Neither team lost in a weekend series during which both clubs squandered two-goal leads -- the Beavers on Friday, the Seawolves on Saturday -- but the edge went to Bemidji because it seized two road points.
"Absolutely,'' said Beavers winger Charlie O'Connor, who delivered the game-tying strike with three minutes to go in regulation. "Coming all the way to Alaska, our bodies aren't accustomed to the time change. Two points is great.''
Meanwhile, the Seawolves (5-7-4, 2-6-2 WCHA) are just 2-2-2 in league games on home ice.
"We're giving away points in our building -- not a good thing,'' said UAA coach Matt Thomas.

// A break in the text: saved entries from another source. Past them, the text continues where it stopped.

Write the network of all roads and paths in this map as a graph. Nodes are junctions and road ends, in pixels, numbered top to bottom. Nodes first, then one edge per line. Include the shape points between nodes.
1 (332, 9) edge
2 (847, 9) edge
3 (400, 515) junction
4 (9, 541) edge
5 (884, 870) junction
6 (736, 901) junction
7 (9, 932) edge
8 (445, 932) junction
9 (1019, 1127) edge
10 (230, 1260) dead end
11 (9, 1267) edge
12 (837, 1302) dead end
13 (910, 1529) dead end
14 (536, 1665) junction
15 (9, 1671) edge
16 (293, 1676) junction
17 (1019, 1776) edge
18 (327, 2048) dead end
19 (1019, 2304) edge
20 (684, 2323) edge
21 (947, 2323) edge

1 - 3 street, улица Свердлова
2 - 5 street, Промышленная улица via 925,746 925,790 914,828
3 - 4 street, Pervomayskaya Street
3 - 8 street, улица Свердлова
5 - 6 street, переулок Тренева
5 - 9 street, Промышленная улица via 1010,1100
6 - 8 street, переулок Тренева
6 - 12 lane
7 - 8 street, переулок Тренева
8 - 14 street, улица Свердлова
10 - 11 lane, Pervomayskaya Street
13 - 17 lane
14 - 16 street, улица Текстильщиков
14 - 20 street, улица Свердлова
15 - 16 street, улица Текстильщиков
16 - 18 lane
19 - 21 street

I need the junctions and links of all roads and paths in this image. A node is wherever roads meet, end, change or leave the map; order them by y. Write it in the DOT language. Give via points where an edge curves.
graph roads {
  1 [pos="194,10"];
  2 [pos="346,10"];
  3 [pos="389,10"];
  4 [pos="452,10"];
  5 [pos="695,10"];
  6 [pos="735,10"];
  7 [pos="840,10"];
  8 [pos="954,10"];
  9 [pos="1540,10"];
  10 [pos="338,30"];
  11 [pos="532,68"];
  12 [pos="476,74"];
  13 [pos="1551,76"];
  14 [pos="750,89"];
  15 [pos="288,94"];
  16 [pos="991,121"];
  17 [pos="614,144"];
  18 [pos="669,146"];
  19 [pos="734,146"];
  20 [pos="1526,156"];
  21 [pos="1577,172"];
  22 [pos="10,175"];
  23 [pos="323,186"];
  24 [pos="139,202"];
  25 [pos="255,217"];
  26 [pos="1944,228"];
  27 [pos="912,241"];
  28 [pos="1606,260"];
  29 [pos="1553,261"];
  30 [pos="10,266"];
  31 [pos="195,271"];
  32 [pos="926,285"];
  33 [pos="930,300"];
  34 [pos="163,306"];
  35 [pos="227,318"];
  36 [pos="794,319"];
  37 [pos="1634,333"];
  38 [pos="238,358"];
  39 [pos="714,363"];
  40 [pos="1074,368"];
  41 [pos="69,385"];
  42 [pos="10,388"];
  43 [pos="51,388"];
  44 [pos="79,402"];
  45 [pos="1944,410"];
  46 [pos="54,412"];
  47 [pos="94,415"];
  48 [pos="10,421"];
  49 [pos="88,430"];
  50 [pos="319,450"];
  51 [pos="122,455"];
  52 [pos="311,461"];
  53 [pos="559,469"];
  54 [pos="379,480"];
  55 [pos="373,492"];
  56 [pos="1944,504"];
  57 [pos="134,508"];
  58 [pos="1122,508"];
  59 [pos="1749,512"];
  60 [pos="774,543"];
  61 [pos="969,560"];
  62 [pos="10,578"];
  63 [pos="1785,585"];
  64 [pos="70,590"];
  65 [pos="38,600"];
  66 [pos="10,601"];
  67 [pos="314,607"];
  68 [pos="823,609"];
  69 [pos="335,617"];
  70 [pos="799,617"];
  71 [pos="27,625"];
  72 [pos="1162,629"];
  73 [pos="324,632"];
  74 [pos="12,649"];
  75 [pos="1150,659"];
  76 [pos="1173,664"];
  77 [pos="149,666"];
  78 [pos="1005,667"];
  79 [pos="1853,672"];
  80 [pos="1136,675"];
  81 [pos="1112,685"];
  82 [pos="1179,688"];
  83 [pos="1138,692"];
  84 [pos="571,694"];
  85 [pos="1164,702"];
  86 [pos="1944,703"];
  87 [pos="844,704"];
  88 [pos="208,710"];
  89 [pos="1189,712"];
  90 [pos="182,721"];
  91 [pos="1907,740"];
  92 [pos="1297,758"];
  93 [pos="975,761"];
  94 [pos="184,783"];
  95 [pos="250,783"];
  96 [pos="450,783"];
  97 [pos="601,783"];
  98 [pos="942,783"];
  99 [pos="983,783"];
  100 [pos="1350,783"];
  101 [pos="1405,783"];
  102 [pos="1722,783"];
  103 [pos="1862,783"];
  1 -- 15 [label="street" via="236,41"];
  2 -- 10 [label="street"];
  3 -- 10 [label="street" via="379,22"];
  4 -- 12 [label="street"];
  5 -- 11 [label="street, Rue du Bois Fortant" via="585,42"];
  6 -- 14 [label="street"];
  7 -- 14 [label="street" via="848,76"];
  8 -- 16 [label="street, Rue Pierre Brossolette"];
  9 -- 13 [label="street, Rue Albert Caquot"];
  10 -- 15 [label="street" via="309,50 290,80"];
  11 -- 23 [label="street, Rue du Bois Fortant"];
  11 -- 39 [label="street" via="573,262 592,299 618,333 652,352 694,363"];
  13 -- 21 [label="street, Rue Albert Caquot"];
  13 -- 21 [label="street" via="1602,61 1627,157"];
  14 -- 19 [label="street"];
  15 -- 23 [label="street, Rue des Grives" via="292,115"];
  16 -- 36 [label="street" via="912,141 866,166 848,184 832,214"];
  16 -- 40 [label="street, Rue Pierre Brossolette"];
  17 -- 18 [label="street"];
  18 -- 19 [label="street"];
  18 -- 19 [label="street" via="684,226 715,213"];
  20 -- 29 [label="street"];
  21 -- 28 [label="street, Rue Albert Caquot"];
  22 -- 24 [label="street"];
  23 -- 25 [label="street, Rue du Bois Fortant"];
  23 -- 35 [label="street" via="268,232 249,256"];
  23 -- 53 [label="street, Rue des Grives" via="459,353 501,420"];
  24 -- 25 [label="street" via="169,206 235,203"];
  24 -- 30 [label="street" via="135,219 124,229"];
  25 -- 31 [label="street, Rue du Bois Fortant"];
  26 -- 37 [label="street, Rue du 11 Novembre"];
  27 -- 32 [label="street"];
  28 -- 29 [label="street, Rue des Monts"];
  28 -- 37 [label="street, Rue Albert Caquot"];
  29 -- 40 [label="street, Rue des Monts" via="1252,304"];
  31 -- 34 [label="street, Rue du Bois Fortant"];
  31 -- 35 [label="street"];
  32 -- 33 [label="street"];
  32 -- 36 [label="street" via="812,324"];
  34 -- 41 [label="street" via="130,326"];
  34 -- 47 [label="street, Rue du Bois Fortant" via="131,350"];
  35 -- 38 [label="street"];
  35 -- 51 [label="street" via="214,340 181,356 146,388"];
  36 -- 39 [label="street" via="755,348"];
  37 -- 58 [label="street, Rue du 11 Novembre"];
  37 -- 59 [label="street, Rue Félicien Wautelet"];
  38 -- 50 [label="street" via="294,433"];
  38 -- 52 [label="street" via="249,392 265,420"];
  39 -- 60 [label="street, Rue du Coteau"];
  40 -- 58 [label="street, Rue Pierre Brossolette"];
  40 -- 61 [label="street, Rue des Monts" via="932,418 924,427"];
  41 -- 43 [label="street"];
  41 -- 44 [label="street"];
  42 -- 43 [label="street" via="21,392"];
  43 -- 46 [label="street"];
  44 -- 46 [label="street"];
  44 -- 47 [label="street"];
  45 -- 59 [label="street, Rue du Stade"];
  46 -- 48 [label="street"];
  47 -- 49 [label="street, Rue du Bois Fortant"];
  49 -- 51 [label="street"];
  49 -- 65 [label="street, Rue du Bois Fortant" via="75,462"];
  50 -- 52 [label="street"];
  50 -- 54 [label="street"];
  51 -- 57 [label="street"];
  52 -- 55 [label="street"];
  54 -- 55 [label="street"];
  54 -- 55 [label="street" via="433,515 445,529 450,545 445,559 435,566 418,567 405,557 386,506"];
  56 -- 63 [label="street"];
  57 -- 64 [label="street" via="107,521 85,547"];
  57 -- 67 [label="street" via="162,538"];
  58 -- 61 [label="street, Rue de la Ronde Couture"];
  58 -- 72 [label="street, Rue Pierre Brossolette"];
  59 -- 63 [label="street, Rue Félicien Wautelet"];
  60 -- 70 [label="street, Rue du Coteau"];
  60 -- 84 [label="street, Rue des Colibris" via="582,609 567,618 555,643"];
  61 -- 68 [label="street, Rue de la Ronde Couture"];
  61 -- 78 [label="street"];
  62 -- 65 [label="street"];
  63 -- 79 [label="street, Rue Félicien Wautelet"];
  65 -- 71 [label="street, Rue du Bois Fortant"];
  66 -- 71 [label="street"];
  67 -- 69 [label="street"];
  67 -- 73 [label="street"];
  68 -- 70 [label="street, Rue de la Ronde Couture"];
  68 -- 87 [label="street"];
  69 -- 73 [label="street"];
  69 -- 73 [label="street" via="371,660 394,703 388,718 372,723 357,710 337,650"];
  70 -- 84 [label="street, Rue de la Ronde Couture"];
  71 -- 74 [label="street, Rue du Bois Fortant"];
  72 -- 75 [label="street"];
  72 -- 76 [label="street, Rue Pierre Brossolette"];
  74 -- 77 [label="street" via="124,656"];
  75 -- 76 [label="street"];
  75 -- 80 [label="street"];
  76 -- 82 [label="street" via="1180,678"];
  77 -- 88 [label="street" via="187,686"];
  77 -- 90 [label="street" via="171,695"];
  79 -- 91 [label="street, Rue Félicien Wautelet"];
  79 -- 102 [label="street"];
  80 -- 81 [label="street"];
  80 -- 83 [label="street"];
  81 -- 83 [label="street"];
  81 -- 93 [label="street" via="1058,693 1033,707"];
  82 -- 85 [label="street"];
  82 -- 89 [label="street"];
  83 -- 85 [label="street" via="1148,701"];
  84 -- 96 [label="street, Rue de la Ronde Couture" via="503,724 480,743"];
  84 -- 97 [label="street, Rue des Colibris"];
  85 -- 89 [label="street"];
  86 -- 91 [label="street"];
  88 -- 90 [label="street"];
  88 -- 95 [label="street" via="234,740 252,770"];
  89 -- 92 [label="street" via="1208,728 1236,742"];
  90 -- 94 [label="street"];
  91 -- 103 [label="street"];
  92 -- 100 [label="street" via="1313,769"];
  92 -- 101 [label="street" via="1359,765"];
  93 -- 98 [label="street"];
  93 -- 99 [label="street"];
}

UAA led 4-3 deep into regulation. That edge came courtesy of Cameron's power-play strike 90 seconds into the third period. His fourth goal of the game came after Beavers goaltender Andrew Walsh (23 saves) punched UAA winger Tad Kozun, who was prone on the ice after he was shoved into Walsh by a Beavers player. Cameron's goal snapped a string of 24 straight fruitless power plays stretching over seven games.
But the Beavers (4-10-2, 2-6-2 WCHA) generated the equalizer with simple, fundamental hockey: Get the puck to the net and drive to the net for a rebound.
Defenseman Ruslan Pedan fired a shot from the left point that UAA goalie Olivier Mantha (28 saves) stopped with his right shoulder. The rebound popped out at O'Connor and ricocheted off him into the net.
"It went off my [right] elbow and found a hole,'' O'Connor said. "I didn't even see the puck until it was in the net.''
Cameron opened the scoring with a short-handed breakaway nine minutes into the game for his first career shortie. He stole the puck from Bemidji's Phil Brewer on UAA's side of the red line and was in alone from center ice.
"I thought, 'Should I go to my backhand?' '' Cameron said. " 'Should I go five-hole? Should I go backhand, forehand?' At the last second I thought, 'I'll go backhand, forehand.' ''
Cameron tried to beat Walsh high to the glove side, but didn't elevate the puck as much as he hoped. Even so, his shot ticked off the bottom of Walsh's glove and in.
Bemidji forged a 1-1 tie two minutes later on Leo Fitzgerald's roofed power-play dart from the slot for his first college goal.
Cameron scored on a backhand from a severe angle with the teams skating 4-on-4 late in the first period. Then he one-timed a Matt Anholt feed from the slot less than three minutes into the second period to seize his first college hat trick and give UAA a 3-1 lead.
Yet the Seawolves' penalty-killing continued to kill them. Brendan Harms and Brett Beauvais scored second-period, power-play goals for a 3-3 tie. The Beavers converted 3 of 7 power-play chances Saturday and 5 of 10 in the series.
Cameron's flurry of goals snapped his 11-game goal drought.
"I was thanking God, I was thanking the hockey gods,'' Cameron said.
And yet he would have loved his big night to have come in victory. Instead, the Seawolves settled for another tie, their fourth in 16 games this season.
"That's college hockey,'' Cameron said. "It's so fricking back and forth.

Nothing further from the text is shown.